Other options exist. For a while, I was considering an AirStash. This is a wireless transmitter for the contents of an SD Card which works with a companion iPad app. It’s not expensive, only $100, but hard to get in the UK without the help of Bundlebox and crucially the battery only lasts five hours without a recharge (and you can’t transmit from it while it’s recharging).

In the end, I wound up getting a 320Gb Hyperdrive for $200 which has turned out to share many of the same limitations as the Camera Connection Kit option, but thankfully not all. It’s a kludge of the Camera Connection Kit software, “fooling” the iPad into thinking that it’s importing files from a camera and although it again denies you access to filenames, and tends to provide only black thumbnails, you can have folders and sub-folders on the disk and navigate through them, so I’ve just put each file in a folder which identifies it. I copied my iTunes movie folder on to it, and most movies were already in an appropriately-named folder which saves time. With TV series box-sets, it was a bit more laborious. I had to create a folder called Breaking Bad S2, and then 13 sub-folders, each called Breaking Bad 2.x, each with one episode in. Sounds tedious, but actually it only took a minute or two. When plugged in to a laptop, the Hyperdrive behaves like any other USB drive. Plugged into the iPad with a mini-USB lead, via the Camera Connection Kit – take note, it takes 4-5 minutes to copy a whole movie over, then you can unplug the drive and watch your movie through the Photos app (and delete it when you’re finished to make room if you wish).

Just before I entered my credit card details, I had a quick tour of the site and spotted this little beauty – the Hyperjuice Stand. Now, it’s true I already have a navy blue Smart Cover to prop my iPad up, but that doesn’t stop this being a really, really clever idea. It’s a rubberised stand, lightweight, but just heavy enough to securely hold the iPad in place (360g), at a near vertical angle for watching movies or a flatter angle for typing – but the space inside is filled with battery! 11,000mA of battery which will keep an iPad going for around 16 hours! For only $130 it’s an absolute steal, and because it’s got a standard USB port on it, you can use it to charge or power a great many other devices besides iPads. It charges via a mini-USB connection too, so you can use the same AC adapter as your iPhone, or charge it off your laptop if that’s more convenient.

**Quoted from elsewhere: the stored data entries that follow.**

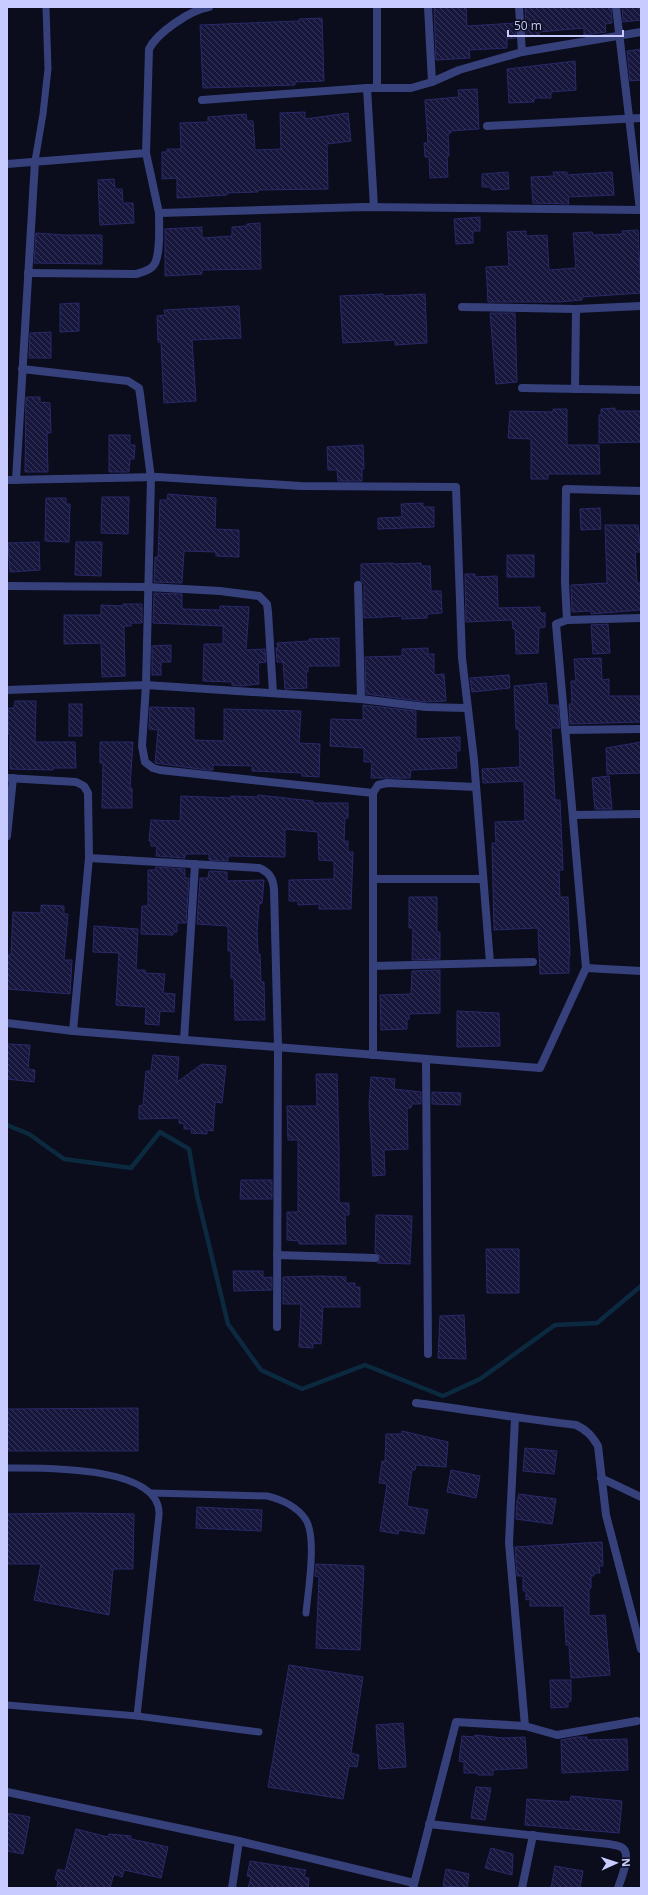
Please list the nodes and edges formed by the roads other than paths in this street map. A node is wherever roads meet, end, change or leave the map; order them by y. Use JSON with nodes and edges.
{"nodes":[{"id":1,"x":46,"y":7,"type":"edge"},
{"id":2,"x":209,"y":7,"type":"edge"},
{"id":3,"x":377,"y":7,"type":"edge"},
{"id":4,"x":428,"y":7,"type":"edge"},
{"id":5,"x":519,"y":7,"type":"edge"},
{"id":6,"x":616,"y":7,"type":"edge"},
{"id":7,"x":641,"y":32,"type":"edge"},
{"id":8,"x":618,"y":36,"type":"junction"},
{"id":9,"x":522,"y":52,"type":"junction"},
{"id":10,"x":432,"y":82,"type":"junction"},
{"id":11,"x":377,"y":87,"type":"junction"},
{"id":12,"x":367,"y":88,"type":"junction"},
{"id":13,"x":202,"y":100,"type":"dead end"},
{"id":14,"x":641,"y":118,"type":"edge"},
{"id":15,"x":628,"y":119,"type":"junction"},
{"id":16,"x":487,"y":126,"type":"dead end"},
{"id":17,"x":146,"y":153,"type":"junction"},
{"id":18,"x":35,"y":161,"type":"junction"},
{"id":19,"x":7,"y":164,"type":"edge"},
{"id":20,"x":374,"y":207,"type":"junction"},
{"id":21,"x":640,"y":210,"type":"edge"},
{"id":22,"x":159,"y":213,"type":"junction"},
{"id":23,"x":28,"y":273,"type":"junction"},
{"id":24,"x":641,"y":306,"type":"edge"},
{"id":25,"x":462,"y":307,"type":"dead end"},
{"id":26,"x":576,"y":309,"type":"junction"},
{"id":27,"x":22,"y":369,"type":"junction"},
{"id":28,"x":522,"y":388,"type":"dead end"},
{"id":29,"x":575,"y":389,"type":"junction"},
{"id":30,"x":641,"y":390,"type":"edge"},
{"id":31,"x":151,"y":478,"type":"junction"},
{"id":32,"x":7,"y":480,"type":"edge"},
{"id":33,"x":16,"y":480,"type":"junction"},
{"id":34,"x":641,"y":491,"type":"edge"},
{"id":35,"x":358,"y":585,"type":"dead end"},
{"id":36,"x":7,"y":586,"type":"edge"},
{"id":37,"x":148,"y":587,"type":"junction"},
{"id":38,"x":641,"y":618,"type":"edge"},
{"id":39,"x":567,"y":620,"type":"junction"},
{"id":40,"x":146,"y":685,"type":"junction"},
{"id":41,"x":7,"y":690,"type":"edge"},
{"id":42,"x":273,"y":693,"type":"junction"},
{"id":43,"x":361,"y":699,"type":"junction"},
{"id":44,"x":466,"y":708,"type":"junction"},
{"id":45,"x":641,"y":729,"type":"edge"},
{"id":46,"x":565,"y":730,"type":"junction"},
{"id":47,"x":10,"y":778,"type":"edge"},
{"id":48,"x":476,"y":786,"type":"junction"},
{"id":49,"x":373,"y":793,"type":"junction"},
{"id":50,"x":641,"y":814,"type":"edge"},
{"id":51,"x":573,"y":816,"type":"junction"},
{"id":52,"x":7,"y":836,"type":"edge"},
{"id":53,"x":89,"y":858,"type":"junction"},
{"id":54,"x":195,"y":864,"type":"junction"},
{"id":55,"x":373,"y":879,"type":"junction"},
{"id":56,"x":483,"y":879,"type":"junction"},
{"id":57,"x":533,"y":962,"type":"dead end"},
{"id":58,"x":490,"y":963,"type":"junction"},
{"id":59,"x":373,"y":966,"type":"junction"},
{"id":60,"x":586,"y":968,"type":"junction"},
{"id":61,"x":641,"y":971,"type":"edge"},
{"id":62,"x":7,"y":1023,"type":"edge"},
{"id":63,"x":73,"y":1031,"type":"junction"},
{"id":64,"x":184,"y":1040,"type":"junction"},
{"id":65,"x":278,"y":1047,"type":"junction"},
{"id":66,"x":373,"y":1055,"type":"junction"},
{"id":67,"x":426,"y":1059,"type":"junction"},
{"id":68,"x":277,"y":1255,"type":"junction"},
{"id":69,"x":375,"y":1258,"type":"dead end"},
{"id":70,"x":277,"y":1327,"type":"dead end"},
{"id":71,"x":428,"y":1354,"type":"dead end"},
{"id":72,"x":416,"y":1403,"type":"dead end"},
{"id":73,"x":515,"y":1418,"type":"junction"},
{"id":74,"x":7,"y":1468,"type":"edge"},
{"id":75,"x":602,"y":1478,"type":"junction"},
{"id":76,"x":152,"y":1493,"type":"junction"},
{"id":77,"x":641,"y":1497,"type":"edge"},
{"id":78,"x":306,"y":1613,"type":"dead end"},
{"id":79,"x":641,"y":1649,"type":"edge"},
{"id":80,"x":7,"y":1705,"type":"edge"},
{"id":81,"x":137,"y":1716,"type":"junction"},
{"id":82,"x":637,"y":1721,"type":"dead end"},
{"id":83,"x":525,"y":1726,"type":"junction"},
{"id":84,"x":259,"y":1732,"type":"dead end"},
{"id":85,"x":7,"y":1792,"type":"edge"},
{"id":86,"x":429,"y":1824,"type":"junction"},
{"id":87,"x":533,"y":1835,"type":"junction"},
{"id":88,"x":240,"y":1841,"type":"junction"},
{"id":89,"x":414,"y":1886,"type":"edge"},
{"id":90,"x":232,"y":1888,"type":"edge"},
{"id":91,"x":522,"y":1888,"type":"edge"},
{"id":92,"x":618,"y":1888,"type":"edge"}],
"edges":[{"from":1,"to":18,"type":"lane"},
{"from":2,"to":17,"type":"street"},
{"from":3,"to":11,"type":"street"},
{"from":4,"to":10,"type":"street"},
{"from":5,"to":9,"type":"street"},
{"from":6,"to":8,"type":"street"},
{"from":7,"to":8,"type":"street"},
{"from":8,"to":9,"type":"street"},
{"from":8,"to":15,"type":"street"},
{"from":9,"to":10,"type":"street"},
{"from":10,"to":11,"type":"street"},
{"from":11,"to":12,"type":"street"},
{"from":12,"to":13,"type":"street"},
{"from":12,"to":20,"type":"street"},
{"from":14,"to":15,"type":"street"},
{"from":15,"to":16,"type":"street"},
{"from":15,"to":21,"type":"street"},
{"from":17,"to":18,"type":"street"},
{"from":17,"to":22,"type":"street"},
{"from":18,"to":19,"type":"street"},
{"from":18,"to":23,"type":"street"},
{"from":20,"to":21,"type":"street"},
{"from":20,"to":22,"type":"street"},
{"from":22,"to":23,"type":"street"},
{"from":23,"to":27,"type":"street"},
{"from":24,"to":26,"type":"street"},
{"from":25,"to":26,"type":"street"},
{"from":26,"to":29,"type":"street"},
{"from":27,"to":31,"type":"street"},
{"from":27,"to":33,"type":"street"},
{"from":28,"to":29,"type":"street"},
{"from":29,"to":30,"type":"street"},
{"from":31,"to":33,"type":"street"},
{"from":31,"to":37,"type":"street"},
{"from":31,"to":44,"type":"street"},
{"from":32,"to":33,"type":"street"},
{"from":34,"to":39,"type":"street"},
{"from":35,"to":43,"type":"street"},
{"from":36,"to":37,"type":"street"},
{"from":37,"to":40,"type":"street"},
{"from":37,"to":42,"type":"street"},
{"from":38,"to":39,"type":"street"},
{"from":39,"to":46,"type":"street"},
{"from":40,"to":41,"type":"street"},
{"from":40,"to":42,"type":"street"},
{"from":40,"to":49,"type":"street"},
{"from":42,"to":43,"type":"street"},
{"from":43,"to":44,"type":"street"},
{"from":44,"to":48,"type":"street"},
{"from":45,"to":46,"type":"street"},
{"from":46,"to":51,"type":"street"},
{"from":47,"to":52,"type":"street"},
{"from":47,"to":53,"type":"street"},
{"from":48,"to":49,"type":"street"},
{"from":48,"to":56,"type":"street"},
{"from":49,"to":55,"type":"street"},
{"from":50,"to":51,"type":"street"},
{"from":51,"to":60,"type":"street"},
{"from":53,"to":54,"type":"street"},
{"from":53,"to":63,"type":"street"},
{"from":54,"to":64,"type":"street"},
{"from":54,"to":65,"type":"street"},
{"from":55,"to":56,"type":"street"},
{"from":55,"to":59,"type":"street"},
{"from":56,"to":58,"type":"street"},
{"from":57,"to":58,"type":"street"},
{"from":58,"to":59,"type":"street"},
{"from":59,"to":66,"type":"street"},
{"from":60,"to":61,"type":"street"},
{"from":60,"to":67,"type":"street"},
{"from":62,"to":63,"type":"street"},
{"from":63,"to":64,"type":"street"},
{"from":64,"to":65,"type":"street"},
{"from":65,"to":66,"type":"street"},
{"from":65,"to":68,"type":"street"},
{"from":66,"to":67,"type":"street"},
{"from":67,"to":71,"type":"street"},
{"from":68,"to":69,"type":"street"},
{"from":68,"to":70,"type":"street"},
{"from":72,"to":73,"type":"street"},
{"from":73,"to":75,"type":"street"},
{"from":73,"to":83,"type":"street"},
{"from":74,"to":76,"type":"lane"},
{"from":75,"to":77,"type":"street"},
{"from":75,"to":79,"type":"street"},
{"from":76,"to":78,"type":"lane"},
{"from":76,"to":81,"type":"lane"},
{"from":80,"to":81,"type":"lane"},
{"from":81,"to":84,"type":"lane"},
{"from":82,"to":83,"type":"street"},
{"from":83,"to":86,"type":"street"},
{"from":85,"to":88,"type":"street"},
{"from":86,"to":87,"type":"street"},
{"from":86,"to":89,"type":"street"},
{"from":87,"to":91,"type":"street"},
{"from":87,"to":92,"type":"street"},
{"from":88,"to":89,"type":"street"},
{"from":88,"to":90,"type":"street"}]}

Having watched my choice of videos, secure in the knowledge that my battery will never run out, and arrived at my destination, I don’t want now to revert to a regular laptop. However, as lovely as the iPad is, it’s hard to type anything as long as, say, this blog post on the on-screen keyboard. So my other purchase was this handsome Aluminium Keyboard Buddy Case, only $49. It pairs quickly with the iPad via Bluetooth and the battery life is very good. Typing is certainly easier than without a physical keyboard, although the keys don’t have quite as much travel as I would ideally like – however it doesn’t really work as a case. I can fold my SmartCover out of the way, but even with it removed altogether, the iPad and the supposed case never snap together securely, they just sort of lie together. I tend to carry them separately in my Troop Brown Canvas Bag.

What toys have you bought for your iPad?